[Stored data entries]
----
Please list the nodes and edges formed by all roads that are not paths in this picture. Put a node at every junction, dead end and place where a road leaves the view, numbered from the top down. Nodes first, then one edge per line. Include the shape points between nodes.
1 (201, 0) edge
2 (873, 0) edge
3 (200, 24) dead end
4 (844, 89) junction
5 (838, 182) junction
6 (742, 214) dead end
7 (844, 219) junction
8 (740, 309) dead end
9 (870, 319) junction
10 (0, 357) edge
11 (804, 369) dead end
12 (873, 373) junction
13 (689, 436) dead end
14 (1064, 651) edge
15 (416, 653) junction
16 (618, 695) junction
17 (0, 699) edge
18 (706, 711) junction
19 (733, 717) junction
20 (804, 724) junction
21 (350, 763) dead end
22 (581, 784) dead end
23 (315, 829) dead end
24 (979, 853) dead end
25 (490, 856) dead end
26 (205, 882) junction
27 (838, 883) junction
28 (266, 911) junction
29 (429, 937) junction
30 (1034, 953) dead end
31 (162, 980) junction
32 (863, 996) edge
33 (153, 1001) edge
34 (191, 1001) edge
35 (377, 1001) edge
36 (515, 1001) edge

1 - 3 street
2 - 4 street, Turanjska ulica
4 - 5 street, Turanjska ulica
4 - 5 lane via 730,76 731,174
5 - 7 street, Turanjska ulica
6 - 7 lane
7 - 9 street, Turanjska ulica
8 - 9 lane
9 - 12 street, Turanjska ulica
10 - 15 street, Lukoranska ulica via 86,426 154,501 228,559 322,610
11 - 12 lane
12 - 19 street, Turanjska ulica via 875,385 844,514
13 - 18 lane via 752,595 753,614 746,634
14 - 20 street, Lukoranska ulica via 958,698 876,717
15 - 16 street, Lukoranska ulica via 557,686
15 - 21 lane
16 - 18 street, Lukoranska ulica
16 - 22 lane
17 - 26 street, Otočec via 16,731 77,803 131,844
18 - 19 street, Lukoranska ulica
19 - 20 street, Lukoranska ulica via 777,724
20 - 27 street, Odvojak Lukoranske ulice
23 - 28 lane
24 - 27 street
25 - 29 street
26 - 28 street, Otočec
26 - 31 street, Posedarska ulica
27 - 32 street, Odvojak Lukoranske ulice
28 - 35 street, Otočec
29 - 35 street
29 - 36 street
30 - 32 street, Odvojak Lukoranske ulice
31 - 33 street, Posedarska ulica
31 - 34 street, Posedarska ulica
----
Give back each line above precisely as it stands.

Please list the nodes and edges formed by all roads that are not paths in this picture. Put a node at every junction, dead end and place where a road leaves the view, numbered from the top down. Nodes first, then one edge per line. Include the shape points between nodes.
1 (201, 0) edge
2 (873, 0) edge
3 (200, 24) dead end
4 (844, 89) junction
5 (838, 182) junction
6 (742, 214) dead end
7 (844, 219) junction
8 (740, 309) dead end
9 (870, 319) junction
10 (0, 357) edge
11 (804, 369) dead end
12 (873, 373) junction
13 (689, 436) dead end
14 (1064, 651) edge
15 (416, 653) junction
16 (618, 695) junction
17 (0, 699) edge
18 (706, 711) junction
19 (733, 717) junction
20 (804, 724) junction
21 (350, 763) dead end
22 (581, 784) dead end
23 (315, 829) dead end
24 (979, 853) dead end
25 (490, 856) dead end
26 (205, 882) junction
27 (838, 883) junction
28 (266, 911) junction
29 (429, 937) junction
30 (1034, 953) dead end
31 (162, 980) junction
32 (863, 996) edge
33 (153, 1001) edge
34 (191, 1001) edge
35 (377, 1001) edge
36 (515, 1001) edge

1 - 3 street
2 - 4 street, Turanjska ulica
4 - 5 street, Turanjska ulica
4 - 5 lane via 730,76 731,174
5 - 7 street, Turanjska ulica
6 - 7 lane
7 - 9 street, Turanjska ulica
8 - 9 lane
9 - 12 street, Turanjska ulica
10 - 15 street, Lukoranska ulica via 86,426 154,501 228,559 322,610
11 - 12 lane
12 - 19 street, Turanjska ulica via 875,385 844,514
13 - 18 lane via 752,595 753,614 746,634
14 - 20 street, Lukoranska ulica via 958,698 876,717
15 - 16 street, Lukoranska ulica via 557,686
15 - 21 lane
16 - 18 street, Lukoranska ulica
16 - 22 lane
17 - 26 street, Otočec via 16,731 77,803 131,844
18 - 19 street, Lukoranska ulica
19 - 20 street, Lukoranska ulica via 777,724
20 - 27 street, Odvojak Lukoranske ulice
23 - 28 lane
24 - 27 street
25 - 29 street
26 - 28 street, Otočec
26 - 31 street, Posedarska ulica
27 - 32 street, Odvojak Lukoranske ulice
28 - 35 street, Otočec
29 - 35 street
29 - 36 street
30 - 32 street, Odvojak Lukoranske ulice
31 - 33 street, Posedarska ulica
31 - 34 street, Posedarska ulica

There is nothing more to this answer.